> Material for this exercise
===

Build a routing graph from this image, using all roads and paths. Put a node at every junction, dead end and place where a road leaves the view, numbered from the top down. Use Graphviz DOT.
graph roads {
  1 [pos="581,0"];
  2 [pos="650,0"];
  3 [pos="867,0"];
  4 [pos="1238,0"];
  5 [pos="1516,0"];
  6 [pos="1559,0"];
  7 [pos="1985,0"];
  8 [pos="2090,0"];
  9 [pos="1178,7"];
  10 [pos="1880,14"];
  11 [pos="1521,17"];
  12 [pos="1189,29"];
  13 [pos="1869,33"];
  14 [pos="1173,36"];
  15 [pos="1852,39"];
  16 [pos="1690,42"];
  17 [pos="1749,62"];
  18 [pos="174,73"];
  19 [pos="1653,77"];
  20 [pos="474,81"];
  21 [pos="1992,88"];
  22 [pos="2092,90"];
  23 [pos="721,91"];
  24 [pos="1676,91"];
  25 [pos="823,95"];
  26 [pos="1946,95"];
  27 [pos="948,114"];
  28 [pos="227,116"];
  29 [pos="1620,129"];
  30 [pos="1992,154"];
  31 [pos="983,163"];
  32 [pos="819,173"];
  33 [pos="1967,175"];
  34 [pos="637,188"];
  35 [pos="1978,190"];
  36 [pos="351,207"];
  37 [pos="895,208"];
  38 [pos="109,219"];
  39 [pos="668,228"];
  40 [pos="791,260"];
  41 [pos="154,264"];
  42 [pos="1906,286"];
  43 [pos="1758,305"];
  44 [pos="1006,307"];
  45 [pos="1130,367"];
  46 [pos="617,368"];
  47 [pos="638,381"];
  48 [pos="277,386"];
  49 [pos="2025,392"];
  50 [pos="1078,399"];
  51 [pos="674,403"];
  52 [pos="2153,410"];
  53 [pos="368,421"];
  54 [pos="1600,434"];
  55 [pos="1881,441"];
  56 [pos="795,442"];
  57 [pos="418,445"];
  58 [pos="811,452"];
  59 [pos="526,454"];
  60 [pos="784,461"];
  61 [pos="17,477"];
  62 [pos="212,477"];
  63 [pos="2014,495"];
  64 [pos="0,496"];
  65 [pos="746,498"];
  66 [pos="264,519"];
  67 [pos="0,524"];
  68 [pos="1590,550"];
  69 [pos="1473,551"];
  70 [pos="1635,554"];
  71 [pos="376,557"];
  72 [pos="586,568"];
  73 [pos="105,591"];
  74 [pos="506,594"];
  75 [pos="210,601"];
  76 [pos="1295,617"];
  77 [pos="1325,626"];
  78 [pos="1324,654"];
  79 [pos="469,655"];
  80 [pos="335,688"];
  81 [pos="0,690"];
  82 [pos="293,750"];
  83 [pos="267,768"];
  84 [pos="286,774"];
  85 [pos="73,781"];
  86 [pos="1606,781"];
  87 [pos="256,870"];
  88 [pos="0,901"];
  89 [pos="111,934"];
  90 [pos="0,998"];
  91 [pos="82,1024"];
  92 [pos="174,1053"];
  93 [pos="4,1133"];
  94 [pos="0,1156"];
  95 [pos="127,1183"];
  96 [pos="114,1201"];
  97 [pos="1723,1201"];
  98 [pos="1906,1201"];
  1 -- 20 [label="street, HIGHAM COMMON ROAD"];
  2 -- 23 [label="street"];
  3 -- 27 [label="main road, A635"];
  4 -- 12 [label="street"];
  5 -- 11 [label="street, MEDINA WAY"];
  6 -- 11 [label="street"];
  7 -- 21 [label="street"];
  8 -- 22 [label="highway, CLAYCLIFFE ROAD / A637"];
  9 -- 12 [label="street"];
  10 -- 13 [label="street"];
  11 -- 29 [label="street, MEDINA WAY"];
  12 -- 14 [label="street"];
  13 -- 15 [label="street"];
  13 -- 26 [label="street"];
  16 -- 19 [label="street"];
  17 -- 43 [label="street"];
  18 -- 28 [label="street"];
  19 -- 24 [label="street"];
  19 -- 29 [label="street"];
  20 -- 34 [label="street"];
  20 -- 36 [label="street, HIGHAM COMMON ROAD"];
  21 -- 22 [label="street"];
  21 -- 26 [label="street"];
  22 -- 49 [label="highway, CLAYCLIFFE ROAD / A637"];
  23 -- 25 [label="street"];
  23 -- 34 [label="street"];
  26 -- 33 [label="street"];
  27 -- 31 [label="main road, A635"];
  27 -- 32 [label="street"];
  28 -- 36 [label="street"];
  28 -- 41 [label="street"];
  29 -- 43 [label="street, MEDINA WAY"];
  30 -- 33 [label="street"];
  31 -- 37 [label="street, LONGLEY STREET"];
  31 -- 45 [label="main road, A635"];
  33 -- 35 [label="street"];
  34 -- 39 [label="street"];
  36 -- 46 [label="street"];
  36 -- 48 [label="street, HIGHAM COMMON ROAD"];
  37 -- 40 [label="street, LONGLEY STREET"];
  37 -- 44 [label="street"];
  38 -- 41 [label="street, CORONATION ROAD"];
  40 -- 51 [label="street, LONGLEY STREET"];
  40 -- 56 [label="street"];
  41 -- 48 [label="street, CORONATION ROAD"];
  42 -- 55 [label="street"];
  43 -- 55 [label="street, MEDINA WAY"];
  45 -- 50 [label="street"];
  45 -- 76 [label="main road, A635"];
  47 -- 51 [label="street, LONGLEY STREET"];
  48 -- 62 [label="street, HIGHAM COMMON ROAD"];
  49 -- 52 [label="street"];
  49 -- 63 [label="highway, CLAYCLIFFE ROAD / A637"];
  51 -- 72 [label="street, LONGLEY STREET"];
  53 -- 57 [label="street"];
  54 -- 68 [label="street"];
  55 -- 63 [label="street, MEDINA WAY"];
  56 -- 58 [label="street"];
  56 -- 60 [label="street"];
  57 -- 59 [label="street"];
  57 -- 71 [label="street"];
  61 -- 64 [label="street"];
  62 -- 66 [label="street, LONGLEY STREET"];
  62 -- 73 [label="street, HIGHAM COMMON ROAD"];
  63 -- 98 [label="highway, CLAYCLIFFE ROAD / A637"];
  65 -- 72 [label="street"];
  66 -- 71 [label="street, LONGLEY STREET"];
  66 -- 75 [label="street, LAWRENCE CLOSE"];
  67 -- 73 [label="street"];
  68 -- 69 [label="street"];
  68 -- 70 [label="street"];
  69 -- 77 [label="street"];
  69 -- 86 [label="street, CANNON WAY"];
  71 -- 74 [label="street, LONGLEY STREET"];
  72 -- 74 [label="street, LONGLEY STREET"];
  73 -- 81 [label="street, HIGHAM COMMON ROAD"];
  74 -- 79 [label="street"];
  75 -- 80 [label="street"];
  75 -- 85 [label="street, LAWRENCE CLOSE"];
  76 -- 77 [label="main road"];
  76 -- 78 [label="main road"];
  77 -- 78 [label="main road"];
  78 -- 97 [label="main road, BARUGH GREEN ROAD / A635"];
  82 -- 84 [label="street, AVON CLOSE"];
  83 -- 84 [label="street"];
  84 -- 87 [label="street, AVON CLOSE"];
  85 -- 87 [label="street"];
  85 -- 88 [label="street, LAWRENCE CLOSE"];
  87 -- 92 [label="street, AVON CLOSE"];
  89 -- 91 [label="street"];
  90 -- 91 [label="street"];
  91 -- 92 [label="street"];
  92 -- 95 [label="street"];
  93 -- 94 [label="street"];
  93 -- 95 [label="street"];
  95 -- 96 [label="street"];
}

===

> Brief
In the data above, find each line where the string "COMMON" appears, then copy it.

> Answer box
  1 -- 20 [label="street, HIGHAM COMMON ROAD"];
  20 -- 36 [label="street, HIGHAM COMMON ROAD"];
  36 -- 48 [label="street, HIGHAM COMMON ROAD"];
  48 -- 62 [label="street, HIGHAM COMMON ROAD"];
  62 -- 73 [label="street, HIGHAM COMMON ROAD"];
  73 -- 81 [label="street, HIGHAM COMMON ROAD"];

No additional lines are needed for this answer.